Сколько ни бываю я утомлена, размахивая целое утро тяжелою пикою - сестрою сабли, маршируя и прыгая на лошади через барьер, но в полчаса отдохновения усталость моя проходит, и я от двух до шести часов хожу по полям, горам, лесам бесстрашно, беззаботно и безустанно! Свобода, драгоценный дар неба, сделалась наконец уделом моим навсегда! Я ею дышу, наслаждаюсь, ее чувствую в душе, в сердце! Ею проникнуто мое существование, ею оживлено оно! Вам, молодые мои сверстницы, вам одним понятно мое восхищение! Одни только вы можете знать цену моего счастия! Вы, которых всякий шаг на счету, которым нельзя пройти двух сажен без надзора и охранения! которые от колыбели и до могилы в вечной зависимости и под вечною защитою, бог знает от кого и от чего! Вы, повторяю, одни только можете понять, каким радостным ощущением полно сердце мое при виде обширных лесов, необозримых полей, гор, долин, ручьев, и при мысли, что по всем этим местам я могу ходить, не давая никому отчета и не опасаясь ни от кого запрещения, я прыгаю от радости, воображая, что во всю жизнь мою не услышу более слов: тыдевка, сиди. Тебе неприлично ходить одной прогуливаться! Увы, сколько прекрасных ясных дней началось и кончилось, на которые я могла только смотреть заплаканными глазами сквозь окно, у которого матушка приказывала мне плесть кружево. Горестное воспоминание о угнетении, в каком прошли детские лета мои, прекратило тотчас веселые скачки; около часа я бываю скучна, когда вспоминаю о своей домашней жизни; но, к счастию, с каждым днем вспоминаю об ней реже, и только одна мысль, что воле моей, как взору, нет границ, кружит радостию мою голову.

Меня и еще одного товарища Вышемирского приказал ротмистр назначить в первый взвод, под команду поручика Бошнякова; взвод этот квартирует в бедной помещичьей деревне, окруженной болотами.

Какая голодная сторона эта Литва! Жители так бедны, бледны, тощи и запуганы, что без сожаления нельзя смотреть на них.
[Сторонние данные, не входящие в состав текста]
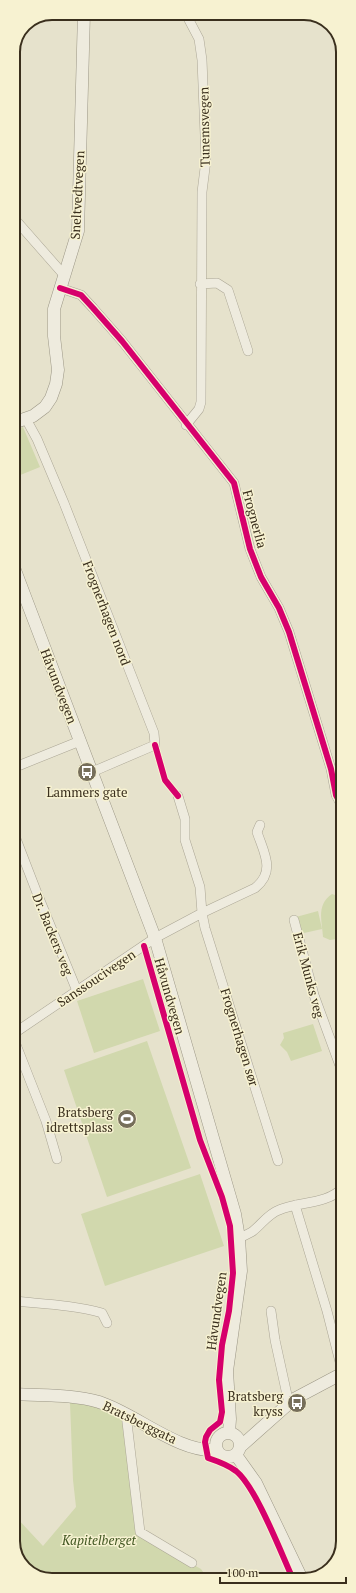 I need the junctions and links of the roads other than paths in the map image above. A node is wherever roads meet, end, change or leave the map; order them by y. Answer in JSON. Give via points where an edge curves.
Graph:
{"nodes":[{"id":1,"x":84,"y":20,"type":"edge"},
{"id":2,"x":189,"y":20,"type":"dead end"},
{"id":3,"x":20,"y":226,"type":"edge"},
{"id":4,"x":64,"y":275,"type":"junction"},
{"id":5,"x":200,"y":284,"type":"junction"},
{"id":6,"x":60,"y":288,"type":"junction"},
{"id":7,"x":248,"y":351,"type":"dead end"},
{"id":8,"x":26,"y":419,"type":"junction"},
{"id":9,"x":20,"y":421,"type":"edge"},
{"id":10,"x":186,"y":425,"type":"junction"},
{"id":11,"x":20,"y":583,"type":"edge"},
{"id":12,"x":80,"y":741,"type":"junction"},
{"id":13,"x":20,"y":765,"type":"edge"},
{"id":14,"x":92,"y":772,"type":"junction"},
{"id":15,"x":178,"y":796,"type":"dead end"},
{"id":16,"x":336,"y":796,"type":"edge"},
{"id":17,"x":260,"y":826,"type":"dead end"},
{"id":18,"x":20,"y":851,"type":"edge"},
{"id":19,"x":202,"y":913,"type":"junction"},
{"id":20,"x":294,"y":920,"type":"dead end"},
{"id":21,"x":155,"y":938,"type":"junction"},
{"id":22,"x":77,"y":990,"type":"junction"},
{"id":23,"x":20,"y":1030,"type":"edge"},
{"id":24,"x":20,"y":1053,"type":"edge"},
{"id":25,"x":336,"y":1055,"type":"edge"},
{"id":26,"x":57,"y":1159,"type":"dead end"},
{"id":27,"x":278,"y":1162,"type":"dead end"},
{"id":28,"x":336,"y":1194,"type":"edge"},
{"id":29,"x":295,"y":1205,"type":"junction"},
{"id":30,"x":239,"y":1238,"type":"junction"},
{"id":31,"x":20,"y":1302,"type":"edge"},
{"id":32,"x":271,"y":1311,"type":"dead end"},
{"id":33,"x":107,"y":1323,"type":"dead end"},
{"id":34,"x":336,"y":1346,"type":"edge"},
{"id":35,"x":336,"y":1377,"type":"edge"},
{"id":36,"x":20,"y":1394,"type":"edge"},
{"id":37,"x":289,"y":1404,"type":"junction"},
{"id":38,"x":126,"y":1414,"type":"junction"},
{"id":39,"x":232,"y":1434,"type":"junction"},
{"id":40,"x":254,"y":1435,"type":"junction"},
{"id":41,"x":216,"y":1450,"type":"junction"},
{"id":42,"x":238,"y":1451,"type":"junction"},
{"id":43,"x":192,"y":1563,"type":"dead end"},
{"id":44,"x":299,"y":1573,"type":"edge"}],
"edges":[{"from":1,"to":4,"type":"main road","name":"Sneltvedtvegen","via":[[78,231]]},
{"from":2,"to":5,"type":"street","name":"Tunemsvegen","via":[[199,39],[202,60],[206,145]]},
{"from":3,"to":4,"type":"street"},
{"from":4,"to":6,"type":"main road","name":"Sneltvedtvegen"},
{"from":5,"to":7,"type":"street","via":[[217,284],[228,290]]},
{"from":5,"to":10,"type":"street","name":"Tunemsvegen","via":[[201,402],[199,409]]},
{"from":6,"to":8,"type":"main road","name":"Sneltvedtvegen","via":[[54,319],[58,370],[56,384],[45,408]]},
{"from":6,"to":10,"type":"street","name":"Frognerlia","via":[[81,295],[93,308],[122,341]]},
{"from":8,"to":9,"type":"main road","name":"Sneltvedtvegen"},
{"from":8,"to":14,"type":"street","name":"Frognerhagen nord","via":[[61,496],[154,733],[155,745]]},
{"from":10,"to":16,"type":"street","name":"Frognerlia","via":[[234,483],[250,549],[289,632],[331,769]]},
{"from":11,"to":12,"type":"main road","name":"Håvundvegen"},
{"from":12,"to":13,"type":"street"},
{"from":12,"to":14,"type":"main road","name":"Håvundvegen"},
{"from":14,"to":21,"type":"main road","name":"Håvundvegen"},
{"from":15,"to":19,"type":"street","via":[[185,819],[185,840],[200,887]]},
{"from":17,"to":19,"type":"street","name":"Sanssoucivegen","via":[[257,832],[267,863],[267,871],[262,882],[255,888]]},
{"from":18,"to":22,"type":"street","name":"Dr. Backers veg"},
{"from":19,"to":21,"type":"street","name":"Sanssoucivegen"},
{"from":19,"to":27,"type":"street","name":"Frognerhagen sør"},
{"from":20,"to":25,"type":"street","name":"Erik Munks veg","via":[[314,995]]},
{"from":21,"to":22,"type":"street","name":"Sanssoucivegen"},
{"from":21,"to":30,"type":"main road","name":"Håvundvegen","via":[[232,1205]]},
{"from":22,"to":23,"type":"street","name":"Sanssoucivegen"},
{"from":24,"to":26,"type":"street","via":[[46,1121]]},
{"from":28,"to":29,"type":"street"},
{"from":29,"to":30,"type":"street","via":[[269,1215],[252,1231]]},
{"from":29,"to":34,"type":"street"},
{"from":30,"to":39,"type":"main road","name":"Håvundvegen","via":[[240,1284],[227,1370]]},
{"from":31,"to":33,"type":"street","via":[[93,1310],[102,1313]]},
{"from":32,"to":37,"type":"street"},
{"from":35,"to":37,"type":"main road"},
{"from":36,"to":38,"type":"main road","name":"Bratsberggata","via":[[91,1400]]},
{"from":37,"to":40,"type":"main road"},
{"from":38,"to":41,"type":"main road","name":"Bratsberggata","via":[[195,1449]]},
{"from":38,"to":43,"type":"street","via":[[140,1532]]},
{"from":39,"to":40,"type":"main road"},
{"from":39,"to":41,"type":"main road","via":[[218,1438]]},
{"from":39,"to":42,"type":"main road","via":[[240,1441]]},
{"from":40,"to":42,"type":"main road"},
{"from":41,"to":42,"type":"main road","via":[[227,1458]]},
{"from":42,"to":44,"type":"main road"}]}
Глинистая земля, усеянная камнями, худо награждает тягостные усилия удобрять и обрабатывать ее; хлеб их так черен, как уголь, и, сверх этого, смешан с чем-то колючим (дресва); невозможно есть его, по крайней мере, я не могу съесть ни одного куска.
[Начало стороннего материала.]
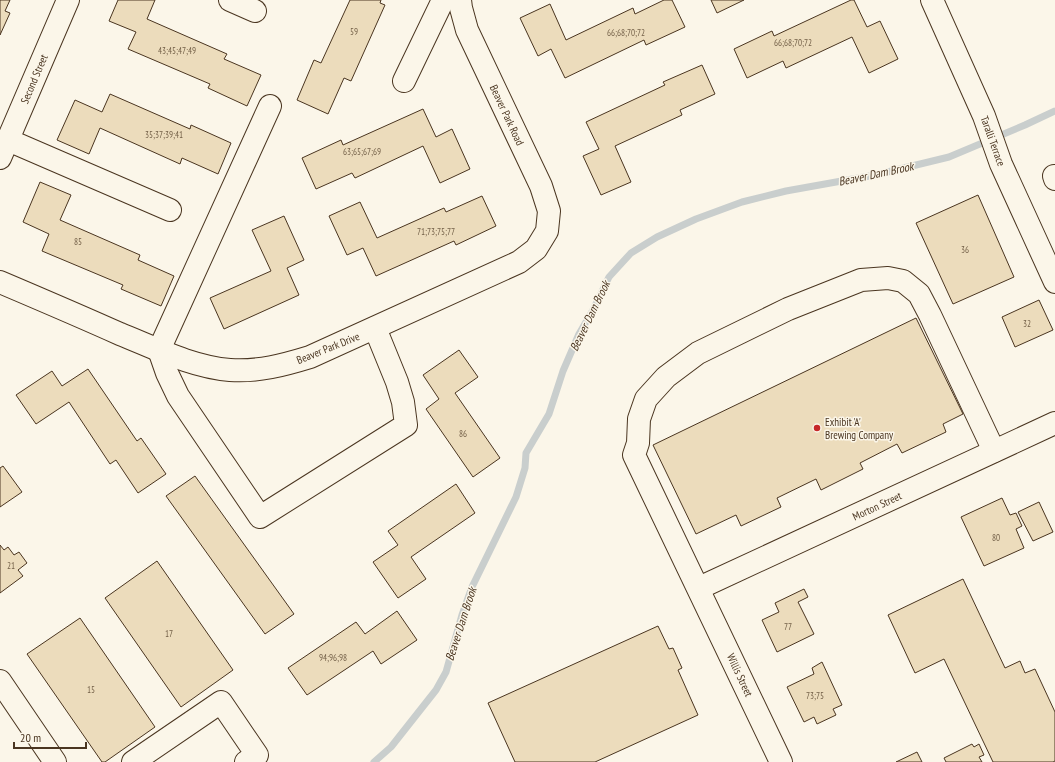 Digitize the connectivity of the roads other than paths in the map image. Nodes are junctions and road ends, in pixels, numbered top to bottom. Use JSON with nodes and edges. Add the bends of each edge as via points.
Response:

Более трех недель стоим мы здесь; мне дали мундир, саблю, пику, так тяжелую, что мне кажется она бревном; дали шерстяные эполеты, каску с султаном, белую перевязь с подсумком, наполненным патронами; все это очень чисто, очень красиво и очень тяжело! Надеюсь, однако ж, привыкнуть; но вот к чему нельзя уже никогда привыкнуть - так это к тиранским казенным сапогам! они как железные! До сего времени я носила обувь мягкую и ловко сшитую; нога моя была свободна и легка, а теперь! ах, боже! я точно прикована к земле тяжестию моих сапог и огромных брячащих шпор! Охотно бы заказала сшить себе одну пару жиду-сапожнику, но у меня так мало денег; надобно терпеть, чего нельзя переменить.